In order to soundly support lossy RV->TSV conversions all ADTs used in const generics would need to be known to not have safety invariants for values of fields that could be Lossily Roundtripped.
#### Requirement: [Observable Equality][req_equality]
N/A
#### Ideal: [One Equality][ideal_equality]
N/A
#### Ideal: [Lossless Roundtripping][ideal_roundtrip]
This method of handling undesirable values does not uphold this ideal.
#### Ideal: [Intuitive Semver][ideal_semver]
Lossy Conversion requires some special handling of ADTs as previously mentioned. I believe that an explicit opt-in to being useable in const generics would be "intuitive" semver wise as the only semver breakage possible would be to remove the opt-in. I believe that explicitly removing a guarantee should be checkable by tools like cargo-semver-checks and should also be intuitive to users that it is a breaking change.
#### Ideal: [Pattern Type Forwards Compat][ideal_pat]
Lossy Conversion can be a useful tool to allow TSV equality to be equivalent to const pattern equality. In cases where TSV equality must take into account information that pattern matching doesnt, we can simply "remove" that information from the TSV.
For example const patterns of references do not take padding into account but TSVs must. Lossy Conversion can be used to erase padding, allowing TSV equality and runtime equality to be equivalent.
#### Ideal: [Const Patterns Parity][ideal_const_pat]
N/A
#### Ideal: [No Post-mono Errors][ideal_pmes]
N/A
## Summary: Undesirable Regular Values x Handling Strategy x Ideals
- :woman-shrugging: It's a bit nuanced
- :white_check_mark: This ideal would hold
- Note that for the [Good Pattern Types Ideal][ideal_pat] a :white_check_mark: would mean we would only be *forwards compatible* with good support for pattern types. *Not* that this option would already have good support for pattern types.
- :x: This ideal would not hold
Also note that the ideals and solutions in the tables are *clickable* links to previous parts of this document and so can be used for quick refreshers.
### [Provenance][ty_prov]
We must handle Provenance somehow. Instead of elaborating options in this heading we instead defer to the References, Raw Pointers, and Abstract Bytes headings. From an implementation perspective it is not *required* that handling provenance of References, Raw Pointers, and Abstract Bytes all be the same.
### [Abstract Bytes][ty_byte]
We must handle Abstract Bytes somehow. Instead of elaborating options in this heading we instead defer to the References, Raw Pointers and Unions headings. From an implementation perspective it is not *required* that handling Abstract Bytes of References, Raw Pointers, and Unions all be the same.
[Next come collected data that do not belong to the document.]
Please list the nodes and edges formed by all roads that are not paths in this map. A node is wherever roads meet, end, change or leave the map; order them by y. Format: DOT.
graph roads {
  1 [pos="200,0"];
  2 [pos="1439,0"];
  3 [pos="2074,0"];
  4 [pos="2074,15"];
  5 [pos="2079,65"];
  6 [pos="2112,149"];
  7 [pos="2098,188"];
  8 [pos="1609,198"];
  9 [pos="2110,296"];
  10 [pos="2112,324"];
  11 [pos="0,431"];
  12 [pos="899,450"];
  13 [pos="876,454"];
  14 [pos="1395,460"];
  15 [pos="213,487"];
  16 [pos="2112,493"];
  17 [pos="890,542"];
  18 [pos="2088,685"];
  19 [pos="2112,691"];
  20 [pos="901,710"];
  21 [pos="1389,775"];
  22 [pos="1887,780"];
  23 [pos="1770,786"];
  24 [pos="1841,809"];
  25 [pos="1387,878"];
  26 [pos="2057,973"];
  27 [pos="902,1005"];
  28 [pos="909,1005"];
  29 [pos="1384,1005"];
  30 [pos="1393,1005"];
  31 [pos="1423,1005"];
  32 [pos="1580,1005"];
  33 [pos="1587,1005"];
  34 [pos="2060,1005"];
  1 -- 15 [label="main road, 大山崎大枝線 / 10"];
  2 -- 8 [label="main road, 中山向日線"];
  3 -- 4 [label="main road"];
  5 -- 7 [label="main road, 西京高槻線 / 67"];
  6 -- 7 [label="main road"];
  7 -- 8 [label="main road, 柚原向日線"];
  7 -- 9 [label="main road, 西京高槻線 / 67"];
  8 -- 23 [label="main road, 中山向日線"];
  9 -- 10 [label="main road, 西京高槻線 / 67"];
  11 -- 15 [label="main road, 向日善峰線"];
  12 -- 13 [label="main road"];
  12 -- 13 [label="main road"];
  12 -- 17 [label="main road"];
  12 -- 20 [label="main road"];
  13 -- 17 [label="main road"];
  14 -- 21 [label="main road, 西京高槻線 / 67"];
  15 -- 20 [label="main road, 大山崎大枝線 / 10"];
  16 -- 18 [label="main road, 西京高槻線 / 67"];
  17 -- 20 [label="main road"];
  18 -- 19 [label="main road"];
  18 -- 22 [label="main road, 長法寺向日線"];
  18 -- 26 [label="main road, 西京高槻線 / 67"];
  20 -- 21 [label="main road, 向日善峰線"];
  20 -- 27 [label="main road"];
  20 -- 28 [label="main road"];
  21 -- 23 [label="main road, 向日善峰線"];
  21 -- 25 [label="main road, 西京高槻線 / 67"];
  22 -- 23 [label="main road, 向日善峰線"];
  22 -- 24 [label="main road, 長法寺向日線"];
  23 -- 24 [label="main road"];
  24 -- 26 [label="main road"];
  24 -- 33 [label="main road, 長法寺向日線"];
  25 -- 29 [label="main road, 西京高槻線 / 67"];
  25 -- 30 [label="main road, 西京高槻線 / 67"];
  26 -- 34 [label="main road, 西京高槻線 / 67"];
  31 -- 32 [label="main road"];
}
### [Raw Pointers][ty_ptr]
We must handle Raw Pointers with Provenance as we cannot support Provenance in TSVs:
| Solution | [One Equality][ideal_equality] | [Semver][ideal_semver] | [Roundtripping][ideal_roundtrip] | [No PMEs][ideal_pmes] | [Const Pats][ideal_const_pat] | [Pattern Types][ideal_pat] |
| -------- | -------- | -------- | ------ | - | - | - |
| [Reject Per-Value][sol_value] | :white_check_mark: | :woman-shrugging: | :white_check_mark: | :woman-shrugging: | :white_check_mark: | :white_check_mark: |
| [Reject Per-Type][sol_type] | :white_check_mark: | :white_check_mark: | :white_check_mark: | :white_check_mark: | :white_check_mark: | :white_check_mark: |
While we could theoretically use "Lossy Conversion" for Raw Pointers with Provenance, any such approach seems undesirable and very unintuitive for users.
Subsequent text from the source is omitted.